4) print node data in ascending order
Void print_all_node_data (const TREE_NODE * pTreeNode)
{
If (pTreeNode ){
Print_all_node_data (pTreeNode-> left_child );
Printf ("% d \ n", pTreeNode-> data );
Print_all_node_data (pTreeNode-> right_child );
}
}
Void print_all_node_data (const TREE_NODE * pTreeNode)
{
If (pTreeNode ){
Print_all_node_data (pTreeNode-> left_child );
Printf ("% d \ n", pTreeNode-> data );
Print_all_node_data (pTreeNode-> right_child );
}
} Analysis: Due to the particularity of the binary tree itself, the function of printing the binary tree in sequence is also relatively simple. First, print the node of the Left subtree, then print the value of the current node, and finally print the value of the right subtree node, so that all the node values can be printed out.

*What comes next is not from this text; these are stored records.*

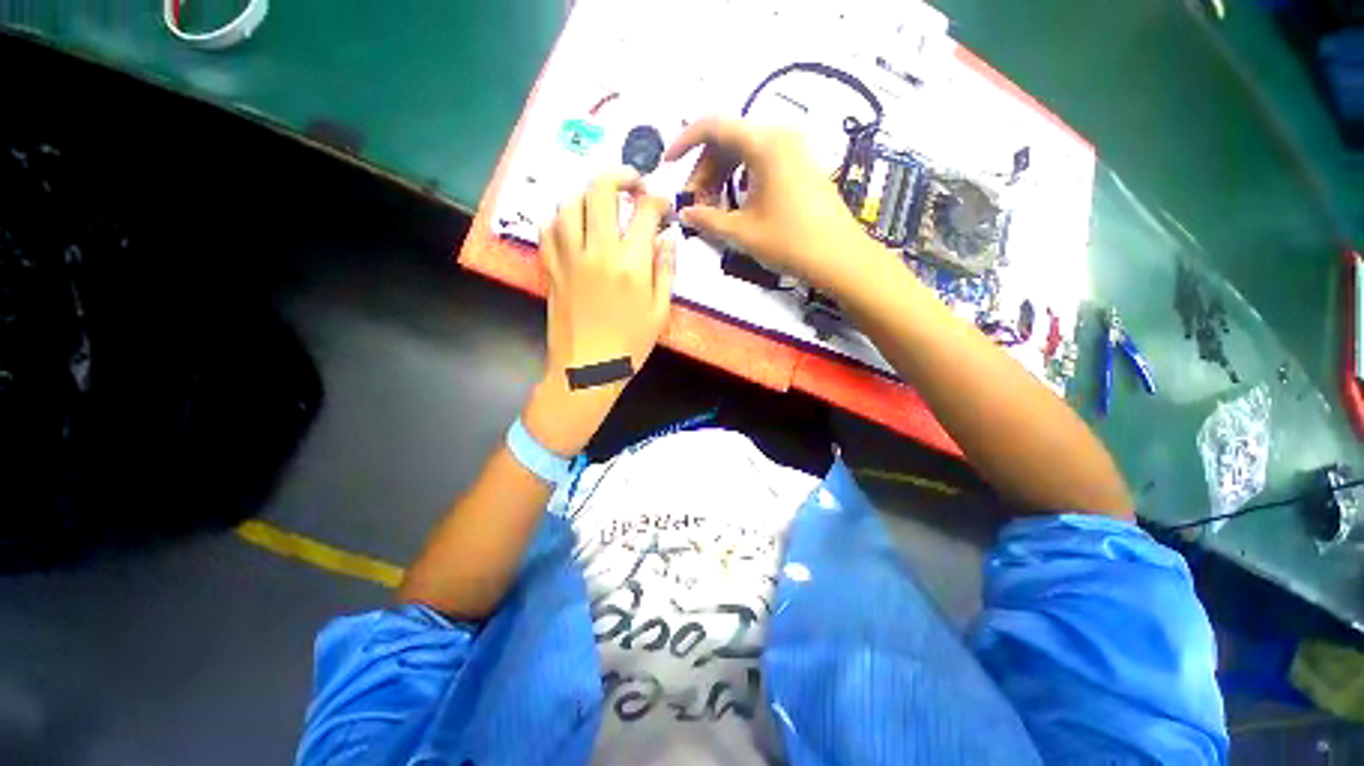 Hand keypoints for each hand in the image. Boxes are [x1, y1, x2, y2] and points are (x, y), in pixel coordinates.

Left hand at [524, 170, 675, 454]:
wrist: (587, 370)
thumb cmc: (630, 346)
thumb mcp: (660, 312)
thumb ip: (666, 271)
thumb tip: (668, 238)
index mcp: (631, 264)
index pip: (645, 212)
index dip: (658, 201)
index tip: (663, 208)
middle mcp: (597, 251)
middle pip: (601, 191)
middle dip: (621, 176)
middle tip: (633, 185)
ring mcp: (569, 258)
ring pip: (570, 203)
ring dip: (589, 195)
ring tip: (602, 204)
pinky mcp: (551, 269)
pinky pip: (548, 230)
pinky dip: (560, 218)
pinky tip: (573, 224)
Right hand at [664, 117, 886, 292]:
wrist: (840, 257)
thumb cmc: (790, 242)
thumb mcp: (742, 233)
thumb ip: (708, 219)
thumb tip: (684, 213)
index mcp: (763, 144)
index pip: (713, 125)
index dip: (684, 141)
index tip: (668, 164)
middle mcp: (779, 136)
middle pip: (728, 138)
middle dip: (704, 168)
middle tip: (694, 202)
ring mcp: (793, 149)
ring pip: (744, 150)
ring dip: (721, 174)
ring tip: (712, 207)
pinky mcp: (801, 165)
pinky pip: (761, 160)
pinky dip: (741, 177)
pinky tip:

5) height of the statistical tree
Int calculate_height_of_tree (const TREE_NODE * pTreeNode)
{
Int left, right;
If (NULL = pTreeNode)
Return 0;
Left = calculate_height_of_tree (pTreeNode-> left_child );
Right = calculate_height_of_tree (pTreeNode-> right_child );
Return (left> right )? (Left + 1): (right + 1 );
}
Int calculate_height_of_tree (const TREE_NODE * pTreeNode)
{
Int left, right;
If (NULL = pTreeNode)
Return 0;
Left = calculate_height_of_tree (pTreeNode-> left_child );
Right = calculate_height_of_tree (pTreeNode-> right_child );
Return (left> right )? (Left + 1): (right + 1 );
} Analysis: the tree height actually refers to the maximum height of all leaf nodes from the root node to the leaf node. Of course, the program shows that if the node is empty, it is a pity that the node height is 0; otherwise, if the height of the Left subtree is greater than that of the right subtree, the node height of the entire binary tree is the height of the Left subtree plus 1. If the height of the right subtree is greater than that of the left subtree, the height of the entire binary tree is the height of the right subtree plus 1. The height of the computing tree is very useful when we design a balanced binary tree, especially during testing. I hope you can understand it more and be proficient in it.
Summary:
1) binary trees are the foundation of all trees. Subsequent balanced binary trees, linear Binary Trees, red and black trees, composite Binary Trees, B trees, and B + trees are all based on this. I hope you can learn well;
2) Many Binary Tree operations are closely related to stacks. If you cannot understand recursion for the moment, you can use loops or stacks instead;
3) practice to learn more about the code of Binary Tree sorting. I personally write a balanced binary tree no less than 20 times, and even this cannot ensure that it is correct each time. Even so, I feel different every time I write code.